Gilbert Simental (49 lat), świadek Jehowy z Murrieta, jest oskarżony o molestowanie dwóch dziewczynek – zaprzyjaźnionych z jego córką sióstr, które w chwili popełnienia przestępstwa miały 9 i 10 lat. Do molestowania miało dochodzić w okresie między lipcem 2005 a lipcem 2006, kiedy dziewczynki nocowały w domu Simentala. Rodzice dziewczynek poszli ze swoimi oskarżeniami do starszych zboru, którzy przeprowadzili komitet sądowniczy. W tej chwili starsi nie chcą ujawnić tego, co było treścią wypowiedzi Simentala podczas tego komitetu.
Simental wyszedł z aresztu za kaucją wynoszącą milion dolarów. Oskarżonemu, który nie przyznaje się do winy, grozi 30 lat więzienia. W 2007 roku żona Simentala złożyła wniosek o separację.
Oskarżyciel, Burke Strunsky stwierdził, że prawo do poufności nie dotyczy tego przypadku i starsi zboru powinni zeznawać, ponieważ już wcześniej powiedzieli innym, że Simental przyznaje się do molestowania.
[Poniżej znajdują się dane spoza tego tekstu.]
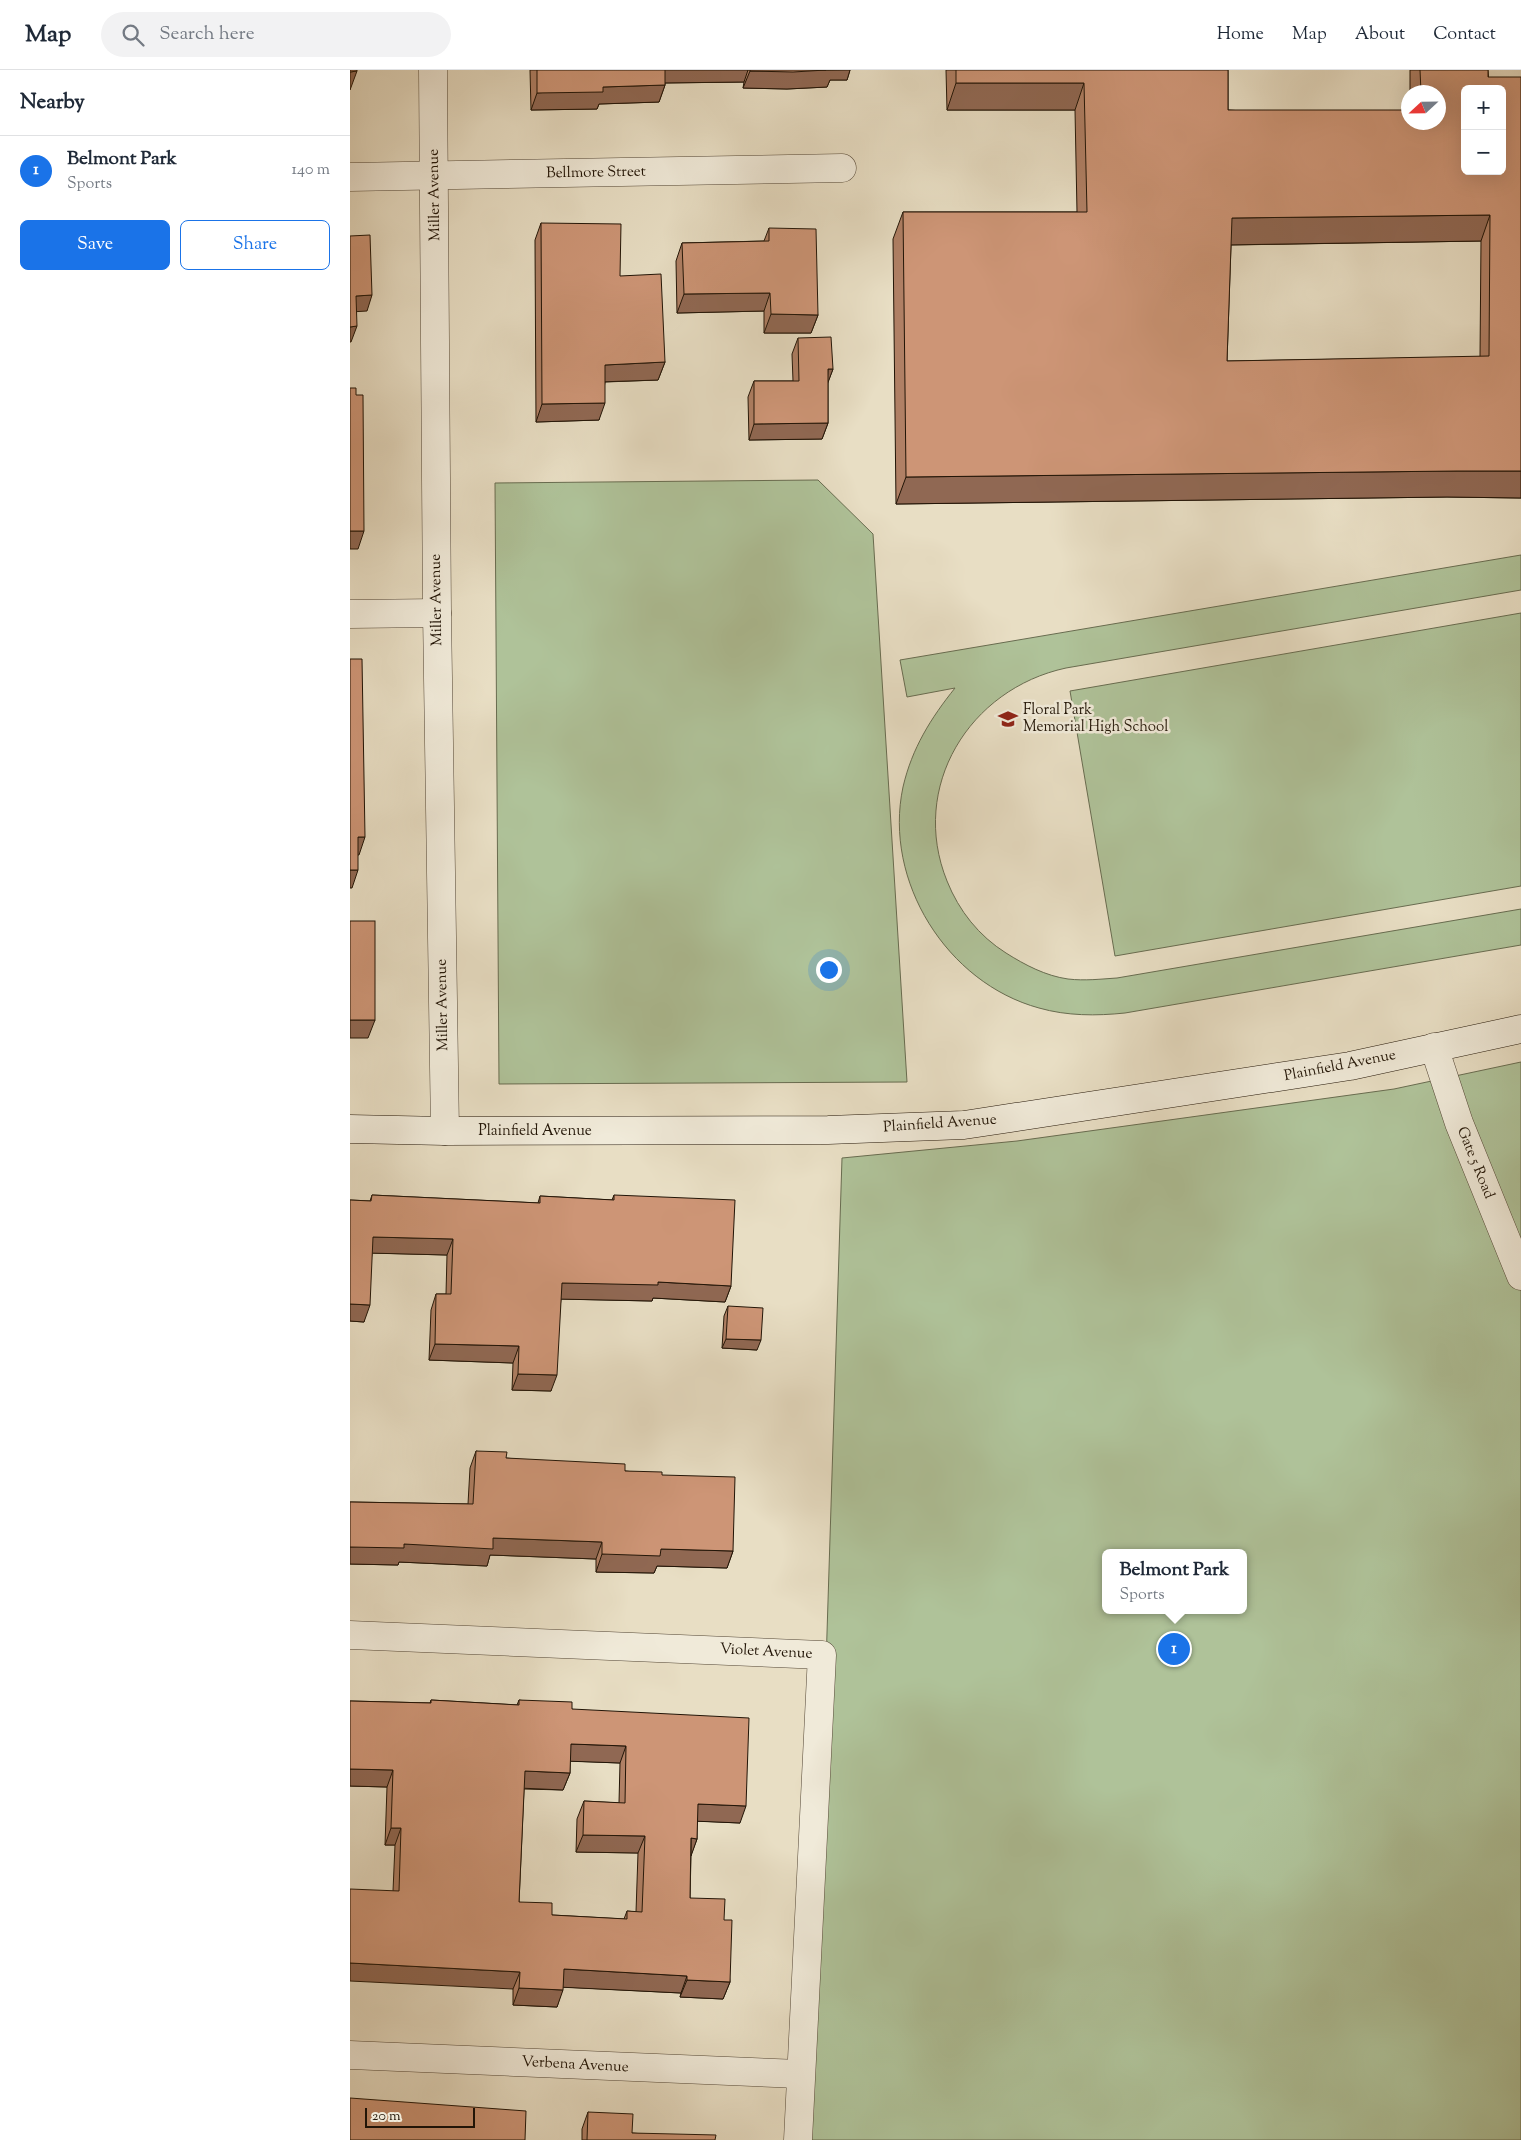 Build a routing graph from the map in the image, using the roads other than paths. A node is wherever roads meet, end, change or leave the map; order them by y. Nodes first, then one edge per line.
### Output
1 (433, 70) edge
2 (842, 168) dead end
3 (434, 176) junction
4 (350, 177) edge
5 (437, 613) junction
6 (350, 614) edge
7 (1521, 1029) edge
8 (1434, 1048) junction
9 (350, 1129) edge
10 (445, 1131) junction
11 (1521, 1276) edge
12 (350, 1635) edge
13 (350, 2055) edge
14 (800, 2074) junction
15 (798, 2140) edge

1 - 3 street, Miller Avenue
2 - 3 street, Bellmore Street
3 - 4 street, Bellmore Street
3 - 5 street, Miller Avenue
5 - 6 street
5 - 10 street, Miller Avenue
7 - 8 street, Plainfield Avenue
8 - 10 street, Plainfield Avenue
8 - 11 street, Gate 5 Road
9 - 10 street, Plainfield Avenue
12 - 14 street, Violet Avenue
13 - 14 street, Verbena Avenue
14 - 15 street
Prawo w Kalifornii dopuszcza możliwość zachowania tajemnicy w przypadku tych osób duchownych, których praktyki religijne do tego zobowiązują. Niemniej jednak w 2005 roku, w procesie cywilnym przeciw Organizacji świadków Jehowy (jako ukrywającej, tuszującej zarzuty o molestowanie seksualne dzieci), podobna argumentacja oparta na prawie do zachowania tajemnicy została przez sąd hrabstwa Napa odrzucona.
Nowojorskie biuro informacji świadków Jehowy odmówiło komentarza.